### Stored data

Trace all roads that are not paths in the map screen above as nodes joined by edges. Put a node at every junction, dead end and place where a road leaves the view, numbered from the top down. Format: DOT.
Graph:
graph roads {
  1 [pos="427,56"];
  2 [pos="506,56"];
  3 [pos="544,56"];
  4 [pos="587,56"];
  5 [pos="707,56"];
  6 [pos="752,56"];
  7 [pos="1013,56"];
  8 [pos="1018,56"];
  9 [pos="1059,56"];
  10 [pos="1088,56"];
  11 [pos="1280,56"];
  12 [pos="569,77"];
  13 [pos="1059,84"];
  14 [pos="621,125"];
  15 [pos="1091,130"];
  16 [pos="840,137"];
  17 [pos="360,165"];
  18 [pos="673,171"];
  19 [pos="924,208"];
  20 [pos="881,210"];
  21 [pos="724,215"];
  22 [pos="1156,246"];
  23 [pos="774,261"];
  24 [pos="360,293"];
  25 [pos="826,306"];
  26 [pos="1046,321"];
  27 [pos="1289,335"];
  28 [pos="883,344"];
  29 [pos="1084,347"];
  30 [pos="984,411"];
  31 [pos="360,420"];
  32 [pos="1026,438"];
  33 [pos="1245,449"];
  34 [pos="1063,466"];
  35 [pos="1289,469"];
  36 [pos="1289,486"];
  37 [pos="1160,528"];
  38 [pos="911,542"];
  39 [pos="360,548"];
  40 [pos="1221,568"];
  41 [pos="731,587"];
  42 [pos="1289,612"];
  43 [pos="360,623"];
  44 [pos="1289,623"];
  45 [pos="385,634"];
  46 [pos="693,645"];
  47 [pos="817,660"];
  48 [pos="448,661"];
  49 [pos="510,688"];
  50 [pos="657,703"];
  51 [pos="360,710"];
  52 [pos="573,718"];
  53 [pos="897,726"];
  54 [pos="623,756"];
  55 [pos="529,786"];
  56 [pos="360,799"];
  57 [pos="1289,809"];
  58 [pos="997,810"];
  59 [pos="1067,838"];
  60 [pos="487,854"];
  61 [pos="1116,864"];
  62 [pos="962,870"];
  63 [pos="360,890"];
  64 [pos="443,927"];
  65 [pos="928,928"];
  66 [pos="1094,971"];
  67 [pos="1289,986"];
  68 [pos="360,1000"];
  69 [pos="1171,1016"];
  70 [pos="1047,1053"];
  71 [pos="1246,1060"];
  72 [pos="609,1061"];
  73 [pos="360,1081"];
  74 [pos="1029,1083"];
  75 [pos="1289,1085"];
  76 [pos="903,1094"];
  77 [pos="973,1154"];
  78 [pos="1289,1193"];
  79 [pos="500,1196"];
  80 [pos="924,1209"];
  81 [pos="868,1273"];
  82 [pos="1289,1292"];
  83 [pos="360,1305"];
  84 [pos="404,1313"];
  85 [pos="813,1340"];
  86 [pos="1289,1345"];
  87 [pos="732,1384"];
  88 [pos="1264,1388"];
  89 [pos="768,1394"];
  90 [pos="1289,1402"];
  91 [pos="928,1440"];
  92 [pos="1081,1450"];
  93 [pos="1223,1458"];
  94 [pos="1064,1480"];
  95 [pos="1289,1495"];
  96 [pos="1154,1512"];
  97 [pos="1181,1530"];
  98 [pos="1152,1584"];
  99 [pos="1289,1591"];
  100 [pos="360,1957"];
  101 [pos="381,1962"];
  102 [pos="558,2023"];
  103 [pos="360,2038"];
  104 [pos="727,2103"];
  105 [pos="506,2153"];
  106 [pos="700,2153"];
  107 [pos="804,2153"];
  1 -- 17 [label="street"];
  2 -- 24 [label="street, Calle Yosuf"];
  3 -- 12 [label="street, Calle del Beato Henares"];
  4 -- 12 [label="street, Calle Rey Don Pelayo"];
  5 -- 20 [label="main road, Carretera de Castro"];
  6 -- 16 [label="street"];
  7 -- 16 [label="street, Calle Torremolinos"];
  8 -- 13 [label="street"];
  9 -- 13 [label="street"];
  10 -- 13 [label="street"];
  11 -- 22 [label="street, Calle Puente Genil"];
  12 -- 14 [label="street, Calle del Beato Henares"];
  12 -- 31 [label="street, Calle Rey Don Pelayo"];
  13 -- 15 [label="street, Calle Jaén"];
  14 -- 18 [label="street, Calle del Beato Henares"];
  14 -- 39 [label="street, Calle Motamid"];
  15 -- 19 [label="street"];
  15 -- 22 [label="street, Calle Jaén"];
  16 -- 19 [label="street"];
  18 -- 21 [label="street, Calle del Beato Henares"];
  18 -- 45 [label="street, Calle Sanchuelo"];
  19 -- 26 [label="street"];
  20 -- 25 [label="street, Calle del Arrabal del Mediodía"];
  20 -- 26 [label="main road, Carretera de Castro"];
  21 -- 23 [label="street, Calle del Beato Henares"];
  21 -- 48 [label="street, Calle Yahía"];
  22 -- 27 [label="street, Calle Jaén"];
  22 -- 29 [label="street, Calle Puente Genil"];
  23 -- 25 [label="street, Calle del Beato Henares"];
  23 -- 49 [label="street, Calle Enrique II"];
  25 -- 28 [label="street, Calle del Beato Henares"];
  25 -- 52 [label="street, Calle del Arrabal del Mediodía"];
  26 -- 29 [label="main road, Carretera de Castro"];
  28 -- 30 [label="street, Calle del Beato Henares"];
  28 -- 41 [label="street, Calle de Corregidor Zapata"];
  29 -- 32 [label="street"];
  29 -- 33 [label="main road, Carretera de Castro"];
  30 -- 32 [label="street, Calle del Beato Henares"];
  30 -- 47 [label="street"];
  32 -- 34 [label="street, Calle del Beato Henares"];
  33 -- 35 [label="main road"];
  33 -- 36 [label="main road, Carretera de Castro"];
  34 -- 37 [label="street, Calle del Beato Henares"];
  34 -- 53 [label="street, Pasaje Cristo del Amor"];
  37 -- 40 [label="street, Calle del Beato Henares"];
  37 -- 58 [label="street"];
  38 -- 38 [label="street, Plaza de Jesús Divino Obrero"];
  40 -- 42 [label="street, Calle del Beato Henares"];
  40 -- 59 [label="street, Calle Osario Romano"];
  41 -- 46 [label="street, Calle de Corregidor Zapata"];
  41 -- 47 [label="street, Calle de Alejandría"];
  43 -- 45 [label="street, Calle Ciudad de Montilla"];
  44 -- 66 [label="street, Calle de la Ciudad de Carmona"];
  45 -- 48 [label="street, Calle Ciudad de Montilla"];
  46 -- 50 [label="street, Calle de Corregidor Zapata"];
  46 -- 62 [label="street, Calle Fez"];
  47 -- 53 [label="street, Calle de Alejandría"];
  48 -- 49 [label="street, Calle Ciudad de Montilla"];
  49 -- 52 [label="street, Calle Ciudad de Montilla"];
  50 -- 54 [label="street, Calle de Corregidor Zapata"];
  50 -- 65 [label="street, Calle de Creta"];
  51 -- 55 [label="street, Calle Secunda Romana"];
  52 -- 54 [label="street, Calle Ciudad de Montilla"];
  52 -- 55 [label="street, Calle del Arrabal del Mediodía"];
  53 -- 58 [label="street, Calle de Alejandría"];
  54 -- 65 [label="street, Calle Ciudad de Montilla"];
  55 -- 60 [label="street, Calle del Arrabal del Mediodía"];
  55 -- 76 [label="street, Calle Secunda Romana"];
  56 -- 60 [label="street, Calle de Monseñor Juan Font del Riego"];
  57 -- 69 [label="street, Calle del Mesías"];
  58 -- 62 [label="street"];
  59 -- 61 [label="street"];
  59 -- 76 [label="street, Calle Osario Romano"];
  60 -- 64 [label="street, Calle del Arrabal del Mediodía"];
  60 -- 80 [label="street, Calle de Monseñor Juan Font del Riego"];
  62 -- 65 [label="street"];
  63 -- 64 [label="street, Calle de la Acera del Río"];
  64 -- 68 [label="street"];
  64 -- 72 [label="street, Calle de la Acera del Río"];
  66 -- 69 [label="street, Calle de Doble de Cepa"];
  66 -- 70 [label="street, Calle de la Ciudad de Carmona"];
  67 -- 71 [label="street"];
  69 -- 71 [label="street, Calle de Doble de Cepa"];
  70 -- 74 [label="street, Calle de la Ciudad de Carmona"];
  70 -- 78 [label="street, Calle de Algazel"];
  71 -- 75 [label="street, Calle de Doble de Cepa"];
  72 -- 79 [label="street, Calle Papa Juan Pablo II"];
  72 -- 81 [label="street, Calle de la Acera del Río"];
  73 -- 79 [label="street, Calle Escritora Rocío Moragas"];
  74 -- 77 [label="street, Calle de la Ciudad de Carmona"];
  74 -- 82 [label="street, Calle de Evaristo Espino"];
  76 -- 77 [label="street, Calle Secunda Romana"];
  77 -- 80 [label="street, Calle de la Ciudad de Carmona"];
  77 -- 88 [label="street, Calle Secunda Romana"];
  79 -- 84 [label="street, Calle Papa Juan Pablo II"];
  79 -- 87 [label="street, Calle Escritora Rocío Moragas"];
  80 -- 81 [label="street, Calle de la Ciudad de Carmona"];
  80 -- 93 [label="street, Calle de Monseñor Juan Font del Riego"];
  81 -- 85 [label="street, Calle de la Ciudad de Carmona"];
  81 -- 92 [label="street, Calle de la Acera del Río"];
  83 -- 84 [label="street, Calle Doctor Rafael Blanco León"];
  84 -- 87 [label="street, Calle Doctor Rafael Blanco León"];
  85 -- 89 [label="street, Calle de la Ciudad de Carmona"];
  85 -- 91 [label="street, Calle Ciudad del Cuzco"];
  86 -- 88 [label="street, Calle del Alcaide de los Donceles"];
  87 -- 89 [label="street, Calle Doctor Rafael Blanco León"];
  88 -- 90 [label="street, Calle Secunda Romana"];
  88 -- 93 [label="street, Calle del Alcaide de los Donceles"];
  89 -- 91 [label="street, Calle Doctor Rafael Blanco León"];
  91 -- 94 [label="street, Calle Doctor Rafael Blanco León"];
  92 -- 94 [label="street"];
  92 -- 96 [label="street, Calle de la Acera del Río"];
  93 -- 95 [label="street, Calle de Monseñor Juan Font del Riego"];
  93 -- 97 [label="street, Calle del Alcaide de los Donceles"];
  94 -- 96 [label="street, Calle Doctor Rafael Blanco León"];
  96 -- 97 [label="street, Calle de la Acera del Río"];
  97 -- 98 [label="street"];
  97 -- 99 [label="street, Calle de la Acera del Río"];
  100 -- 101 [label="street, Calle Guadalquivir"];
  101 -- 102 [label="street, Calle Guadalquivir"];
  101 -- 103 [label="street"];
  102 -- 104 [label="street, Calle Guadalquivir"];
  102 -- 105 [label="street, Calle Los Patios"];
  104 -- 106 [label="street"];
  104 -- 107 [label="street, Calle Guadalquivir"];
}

### PROMPT
In the entries above, find each line containing the string "Pablo" and copy it.

### RESULT OF THE TASK
  72 -- 79 [label="street, Calle Papa Juan Pablo II"];
  79 -- 84 [label="street, Calle Papa Juan Pablo II"];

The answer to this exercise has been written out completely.